(Exercise prompt)
The whole listing should be retyped word for word, apart from the pictures it holds.

____________

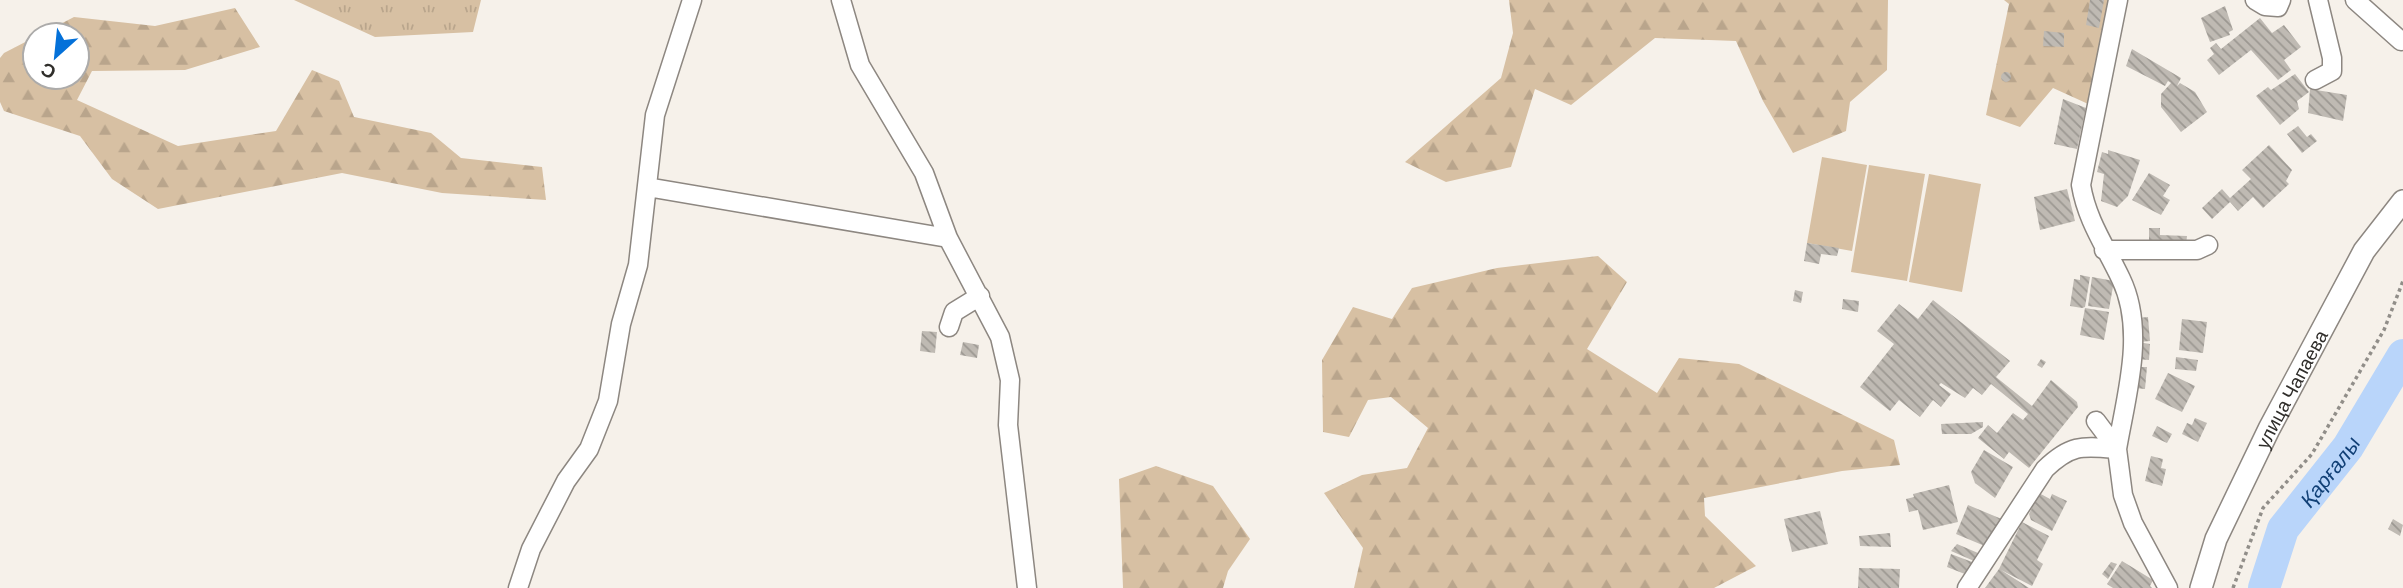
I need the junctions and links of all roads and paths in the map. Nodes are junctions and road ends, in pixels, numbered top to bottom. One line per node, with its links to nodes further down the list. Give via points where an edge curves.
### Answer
1 (692, 0): 10 (street, via 655,115)
2 (841, 0): 12 (street, via 860,65 924,173)
3 (2118, 0): 14 (street, via 2081,185 2085,209)
4 (2255, 0): 5 (street, via 2278,7)
5 (2281, 0)
6 (2318, 0): 9 (street, via 2332,71)
7 (2355, 0): 8 (street)
8 (2402, 45)
9 (2315, 80)
10 (647, 187): 12 (street); 20 (street, via 638,265 621,324 608,401 589,449 566,481 531,549)
11 (2403, 201): 24 (street, улица Чапаева, via 2364,250 2269,429 2216,539)
12 (948, 238): 16 (street)
13 (2208, 245): 14 (street, via 2197,250)
14 (2104, 250): 19 (street, via 2122,281 2131,317 2132,355)
15 (2403, 281): 25 (path, via 2384,330 2312,453 2263,508)
16 (980, 296): 17 (street, via 954,312); 21 (street, via 1000,337 1010,380 1009,425)
17 (949, 327)
18 (2096, 421): 19 (street)
19 (2117, 449): 22 (street, via 2080,446 2061,454 2045,469); 23 (street, via 2123,495 2133,523)
20 (518, 588)
21 (1027, 588)
22 (1967, 588)
23 (2168, 588)
24 (2201, 588)
25 (2233, 588)

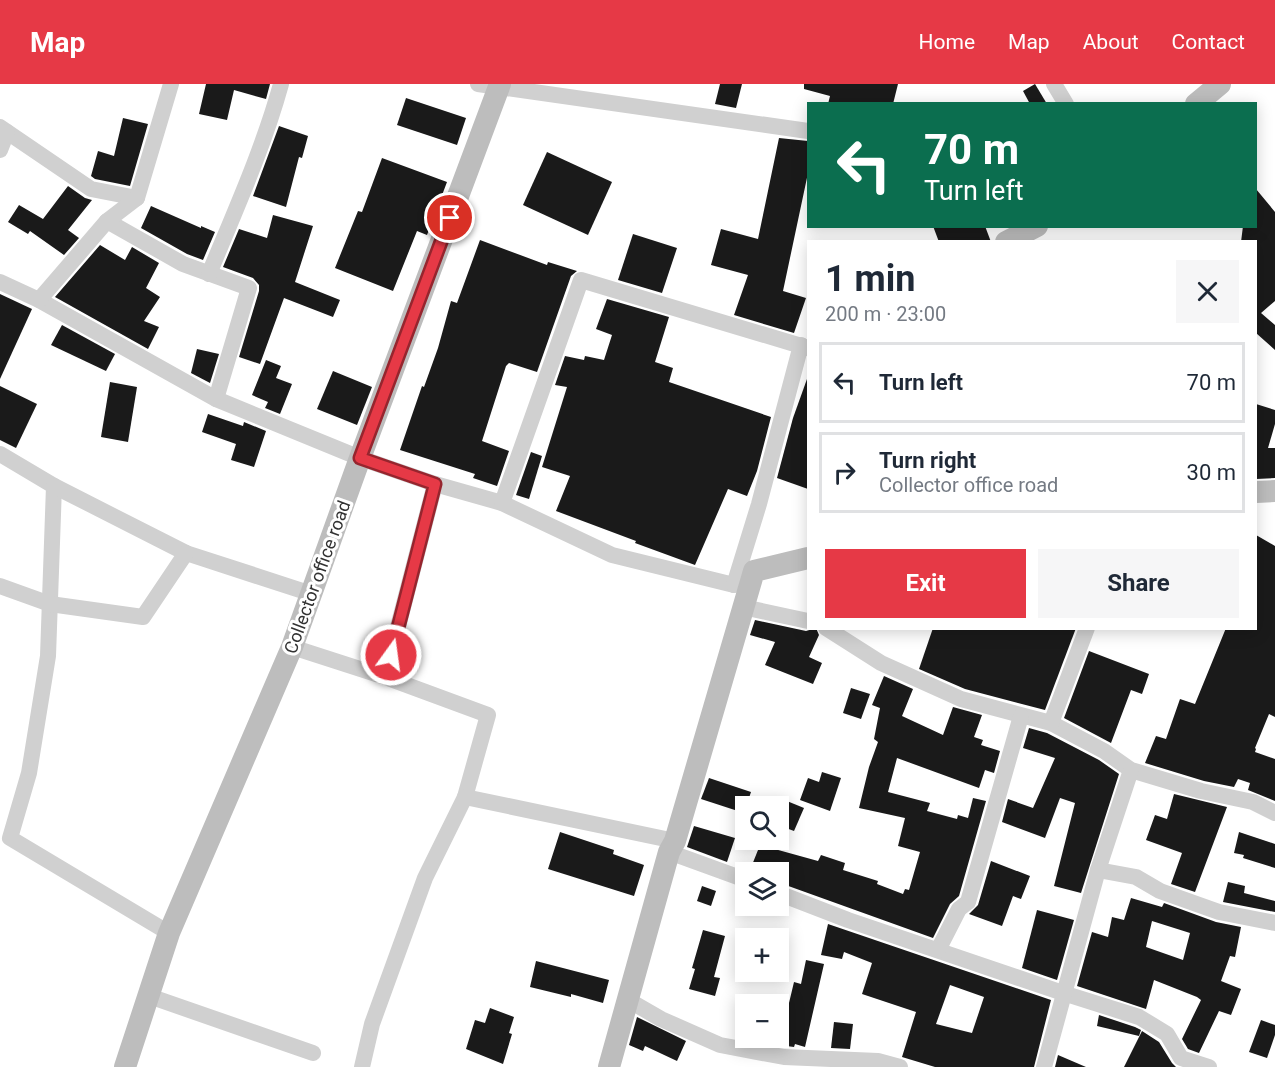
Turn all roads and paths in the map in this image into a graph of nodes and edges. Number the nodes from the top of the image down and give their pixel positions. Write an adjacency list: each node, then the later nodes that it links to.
1 (171, 84): 11 (street)
2 (281, 84): 15 (street)
3 (1054, 84): 6 (street)
4 (1220, 84): 7 (street)
5 (492, 85): 9 (street); 21 (street, Collector office road)
6 (1065, 102)
7 (1198, 102)
8 (3, 130): 10 (street); 11 (street)
9 (807, 131)
10 (0, 150)
11 (137, 198): 12 (street)
12 (107, 220): 15 (street); 17 (street)
13 (1033, 228): 14 (street)
14 (1010, 240)
15 (209, 274): 19 (street)
16 (0, 282): 17 (street)
17 (39, 300): 19 (street)
18 (805, 347): 24 (street); 28 (street)
19 (216, 399): 21 (street)
20 (0, 454): 23 (street)
21 (360, 458): 22 (street); 30 (street, Collector office road)
22 (435, 484): 24 (street); 37 (street)
23 (54, 486): 25 (street); 31 (street)
24 (502, 503): 28 (street)
25 (186, 553): 30 (street); 31 (street)
26 (807, 558): 27 (street)
27 (754, 571): 28 (street); 32 (street)
28 (734, 585)
29 (0, 586): 31 (street)
30 (312, 594): 36 (street, Collector office road)
31 (50, 604): 43 (street)
32 (743, 608): 33 (street); 44 (street)
33 (807, 621)
34 (829, 630): 38 (street)
35 (1086, 630): 39 (street)
36 (292, 647): 37 (street); 49 (street, Collector office road)
37 (385, 676): 41 (street)
38 (1021, 716): 39 (street); 50 (street)
39 (1052, 723): 40 (street)
40 (1131, 770): 42 (street); 45 (street)
41 (465, 797): 44 (street); 56 (street)
42 (1275, 813)
43 (5, 837): 49 (street)
44 (672, 846): 46 (street); 53 (street)
45 (1098, 870): 48 (street); 51 (street)
46 (735, 875)
47 (789, 897): 50 (street)
48 (1275, 923)
49 (169, 933): 52 (street, Collector office road)
50 (938, 950): 51 (street)
51 (1063, 993): 59 (street); 60 (street)
52 (149, 996): 54 (street); 55 (street, Collector office road)
53 (628, 1000): 57 (street); 58 (street)
54 (313, 1053)
55 (125, 1067)
56 (362, 1067)
57 (609, 1067)
58 (900, 1067)
59 (1044, 1067)
60 (1209, 1067)

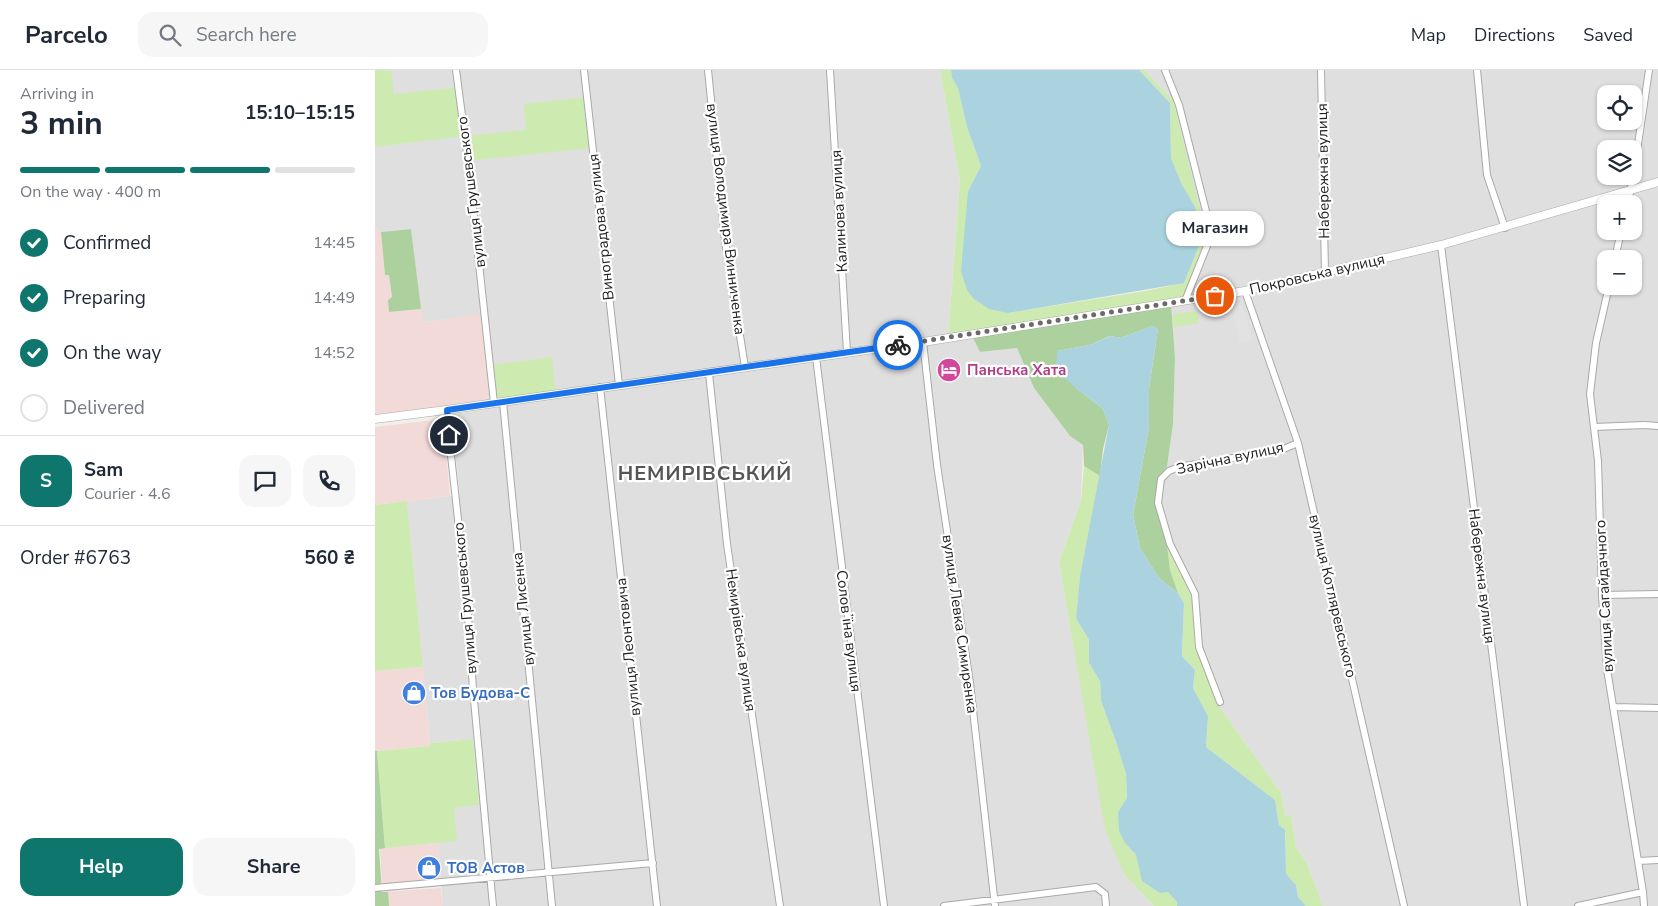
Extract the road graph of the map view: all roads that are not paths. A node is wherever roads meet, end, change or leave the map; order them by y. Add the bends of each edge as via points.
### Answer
1 (456, 70) edge
2 (584, 70) edge
3 (708, 70) edge
4 (830, 70) edge
5 (1165, 70) edge
6 (1321, 70) edge
7 (1477, 70) edge
8 (1649, 70) edge
9 (1638, 140) edge
10 (1658, 182) edge
11 (1632, 185) edge
12 (1631, 190) junction
13 (1630, 195) edge
14 (1505, 228) junction
15 (1441, 245) junction
16 (1325, 273) junction
17 (1245, 291) junction
18 (1607, 295) edge
19 (1185, 301) junction
20 (923, 342) junction
21 (847, 352) junction
22 (815, 357) junction
23 (745, 367) junction
24 (709, 373) junction
25 (619, 385) junction
26 (600, 387) junction
27 (503, 402) junction
28 (494, 403) junction
29 (447, 410) junction
30 (375, 419) edge
31 (1658, 426) edge
32 (1594, 427) junction
33 (1297, 443) junction
34 (1658, 594) edge
35 (1602, 595) junction
36 (1220, 702) dead end
37 (1613, 707) junction
38 (1658, 708) edge
39 (1638, 860) junction
40 (1658, 860) edge
41 (653, 863) junction
42 (550, 873) junction
43 (491, 878) junction
44 (375, 888) edge
45 (1643, 892) junction
46 (995, 903) edge
47 (493, 906) edge
48 (553, 906) edge
49 (657, 906) edge
50 (780, 906) edge
51 (884, 906) edge
52 (944, 906) edge
53 (1106, 906) edge
54 (1405, 906) edge
55 (1523, 906) edge
56 (1578, 906) edge
57 (1644, 906) edge

1 - 28 street, вулиця Грушевського
2 - 25 street, Виноградова вулиця
3 - 23 street, вулиця Володимира Винниченка via 725,240
4 - 21 street, Калинова вулиця
5 - 19 street via 1179,106 1209,223 1209,240
6 - 16 street, Набережна вулиця
7 - 14 street via 1486,169
8 - 9 street
10 - 12 street, Покровська вулиця
11 - 12 street
12 - 13 street
12 - 14 street, Покровська вулиця
14 - 15 street, Покровська вулиця
15 - 16 street, Покровська вулиця
15 - 55 street, Набережна вулиця
16 - 17 street, Покровська вулиця
17 - 19 street, Покровська вулиця
17 - 33 street, вулиця Котляревського
18 - 32 street, вулиця Сагайдачного via 1596,343 1590,394
19 - 20 street, Покровська вулиця
20 - 21 street, Покровська вулиця
20 - 46 street, вулиця Левка Симиренка via 937,465 970,683
21 - 22 street, Покровська вулиця
22 - 23 street, Покровська вулиця
22 - 51 street, Соловʼїна вулиця
23 - 24 street, Покровська вулиця
24 - 25 street, Покровська вулиця
24 - 50 street, Немирівська вулиця via 727,544
25 - 26 street, Покровська вулиця
26 - 27 street, Покровська вулиця
26 - 41 street, вулиця Леонтовича
27 - 28 street, Покровська вулиця
27 - 42 street, вулиця Лисенка
28 - 29 street, Покровська вулиця
29 - 30 street, Покровська вулиця
29 - 43 street, вулиця Грушевського
31 - 32 street
32 - 35 street, вулиця Сагайдачного
33 - 36 street, Зарічна вулиця via 1281,450 1179,467 1161,479 1158,503 1170,544 1195,594 1199,648
33 - 54 street, вулиця Котляревського
34 - 35 street
35 - 37 street, вулиця Сагайдачного
37 - 38 street
37 - 39 street, вулиця Сагайдачного
39 - 40 street
39 - 45 street, вулиця Сагайдачного
41 - 42 street
41 - 49 street, вулиця Леонтовича
42 - 43 street
42 - 48 street, вулиця Лисенка
43 - 44 street
43 - 47 street, вулиця Грушевського
45 - 56 street
45 - 57 street, вулиця Сагайдачного
46 - 52 street
46 - 53 street via 1096,887 1105,894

____________

(Reply to the exercise)
I need the junctions and links of all roads and paths in the map. Nodes are junctions and road ends, in pixels, numbered top to bottom. One line per node, with its links to nodes further down the list. Give via points where an edge curves.
### Answer
1 (692, 0): 10 (street, via 655,115)
2 (841, 0): 12 (street, via 860,65 924,173)
3 (2118, 0): 14 (street, via 2081,185 2085,209)
4 (2255, 0): 5 (street, via 2278,7)
5 (2281, 0)
6 (2318, 0): 9 (street, via 2332,71)
7 (2355, 0): 8 (street)
8 (2402, 45)
9 (2315, 80)
10 (647, 187): 12 (street); 20 (street, via 638,265 621,324 608,401 589,449 566,481 531,549)
11 (2403, 201): 24 (street, улица Чапаева, via 2364,250 2269,429 2216,539)
12 (948, 238): 16 (street)
13 (2208, 245): 14 (street, via 2197,250)
14 (2104, 250): 19 (street, via 2122,281 2131,317 2132,355)
15 (2403, 281): 25 (path, via 2384,330 2312,453 2263,508)
16 (980, 296): 17 (street, via 954,312); 21 (street, via 1000,337 1010,380 1009,425)
17 (949, 327)
18 (2096, 421): 19 (street)
19 (2117, 449): 22 (street, via 2080,446 2061,454 2045,469); 23 (street, via 2123,495 2133,523)
20 (518, 588)
21 (1027, 588)
22 (1967, 588)
23 (2168, 588)
24 (2201, 588)
25 (2233, 588)

Turn all roads and paths in the map in this image into a graph of nodes and edges. Number the nodes from the top of the image down and give their pixel positions. Write an adjacency list: each node, then the later nodes that it links to.
1 (171, 84): 11 (street)
2 (281, 84): 15 (street)
3 (1054, 84): 6 (street)
4 (1220, 84): 7 (street)
5 (492, 85): 9 (street); 21 (street, Collector office road)
6 (1065, 102)
7 (1198, 102)
8 (3, 130): 10 (street); 11 (street)
9 (807, 131)
10 (0, 150)
11 (137, 198): 12 (street)
12 (107, 220): 15 (street); 17 (street)
13 (1033, 228): 14 (street)
14 (1010, 240)
15 (209, 274): 19 (street)
16 (0, 282): 17 (street)
17 (39, 300): 19 (street)
18 (805, 347): 24 (street); 28 (street)
19 (216, 399): 21 (street)
20 (0, 454): 23 (street)
21 (360, 458): 22 (street); 30 (street, Collector office road)
22 (435, 484): 24 (street); 37 (street)
23 (54, 486): 25 (street); 31 (street)
24 (502, 503): 28 (street)
25 (186, 553): 30 (street); 31 (street)
26 (807, 558): 27 (street)
27 (754, 571): 28 (street); 32 (street)
28 (734, 585)
29 (0, 586): 31 (street)
30 (312, 594): 36 (street, Collector office road)
31 (50, 604): 43 (street)
32 (743, 608): 33 (street); 44 (street)
33 (807, 621)
34 (829, 630): 38 (street)
35 (1086, 630): 39 (street)
36 (292, 647): 37 (street); 49 (street, Collector office road)
37 (385, 676): 41 (street)
38 (1021, 716): 39 (street); 50 (street)
39 (1052, 723): 40 (street)
40 (1131, 770): 42 (street); 45 (street)
41 (465, 797): 44 (street); 56 (street)
42 (1275, 813)
43 (5, 837): 49 (street)
44 (672, 846): 46 (street); 53 (street)
45 (1098, 870): 48 (street); 51 (street)
46 (735, 875)
47 (789, 897): 50 (street)
48 (1275, 923)
49 (169, 933): 52 (street, Collector office road)
50 (938, 950): 51 (street)
51 (1063, 993): 59 (street); 60 (street)
52 (149, 996): 54 (street); 55 (street, Collector office road)
53 (628, 1000): 57 (street); 58 (street)
54 (313, 1053)
55 (125, 1067)
56 (362, 1067)
57 (609, 1067)
58 (900, 1067)
59 (1044, 1067)
60 (1209, 1067)

Extract the road graph of the map view: all roads that are not paths. A node is wherever roads meet, end, change or leave the map; order them by y. Add the bends of each edge as via points.
### Answer
1 (456, 70) edge
2 (584, 70) edge
3 (708, 70) edge
4 (830, 70) edge
5 (1165, 70) edge
6 (1321, 70) edge
7 (1477, 70) edge
8 (1649, 70) edge
9 (1638, 140) edge
10 (1658, 182) edge
11 (1632, 185) edge
12 (1631, 190) junction
13 (1630, 195) edge
14 (1505, 228) junction
15 (1441, 245) junction
16 (1325, 273) junction
17 (1245, 291) junction
18 (1607, 295) edge
19 (1185, 301) junction
20 (923, 342) junction
21 (847, 352) junction
22 (815, 357) junction
23 (745, 367) junction
24 (709, 373) junction
25 (619, 385) junction
26 (600, 387) junction
27 (503, 402) junction
28 (494, 403) junction
29 (447, 410) junction
30 (375, 419) edge
31 (1658, 426) edge
32 (1594, 427) junction
33 (1297, 443) junction
34 (1658, 594) edge
35 (1602, 595) junction
36 (1220, 702) dead end
37 (1613, 707) junction
38 (1658, 708) edge
39 (1638, 860) junction
40 (1658, 860) edge
41 (653, 863) junction
42 (550, 873) junction
43 (491, 878) junction
44 (375, 888) edge
45 (1643, 892) junction
46 (995, 903) edge
47 (493, 906) edge
48 (553, 906) edge
49 (657, 906) edge
50 (780, 906) edge
51 (884, 906) edge
52 (944, 906) edge
53 (1106, 906) edge
54 (1405, 906) edge
55 (1523, 906) edge
56 (1578, 906) edge
57 (1644, 906) edge

1 - 28 street, вулиця Грушевського
2 - 25 street, Виноградова вулиця
3 - 23 street, вулиця Володимира Винниченка via 725,240
4 - 21 street, Калинова вулиця
5 - 19 street via 1179,106 1209,223 1209,240
6 - 16 street, Набережна вулиця
7 - 14 street via 1486,169
8 - 9 street
10 - 12 street, Покровська вулиця
11 - 12 street
12 - 13 street
12 - 14 street, Покровська вулиця
14 - 15 street, Покровська вулиця
15 - 16 street, Покровська вулиця
15 - 55 street, Набережна вулиця
16 - 17 street, Покровська вулиця
17 - 19 street, Покровська вулиця
17 - 33 street, вулиця Котляревського
18 - 32 street, вулиця Сагайдачного via 1596,343 1590,394
19 - 20 street, Покровська вулиця
20 - 21 street, Покровська вулиця
20 - 46 street, вулиця Левка Симиренка via 937,465 970,683
21 - 22 street, Покровська вулиця
22 - 23 street, Покровська вулиця
22 - 51 street, Соловʼїна вулиця
23 - 24 street, Покровська вулиця
24 - 25 street, Покровська вулиця
24 - 50 street, Немирівська вулиця via 727,544
25 - 26 street, Покровська вулиця
26 - 27 street, Покровська вулиця
26 - 41 street, вулиця Леонтовича
27 - 28 street, Покровська вулиця
27 - 42 street, вулиця Лисенка
28 - 29 street, Покровська вулиця
29 - 30 street, Покровська вулиця
29 - 43 street, вулиця Грушевського
31 - 32 street
32 - 35 street, вулиця Сагайдачного
33 - 36 street, Зарічна вулиця via 1281,450 1179,467 1161,479 1158,503 1170,544 1195,594 1199,648
33 - 54 street, вулиця Котляревського
34 - 35 street
35 - 37 street, вулиця Сагайдачного
37 - 38 street
37 - 39 street, вулиця Сагайдачного
39 - 40 street
39 - 45 street, вулиця Сагайдачного
41 - 42 street
41 - 49 street, вулиця Леонтовича
42 - 43 street
42 - 48 street, вулиця Лисенка
43 - 44 street
43 - 47 street, вулиця Грушевського
45 - 56 street
45 - 57 street, вулиця Сагайдачного
46 - 52 street
46 - 53 street via 1096,887 1105,894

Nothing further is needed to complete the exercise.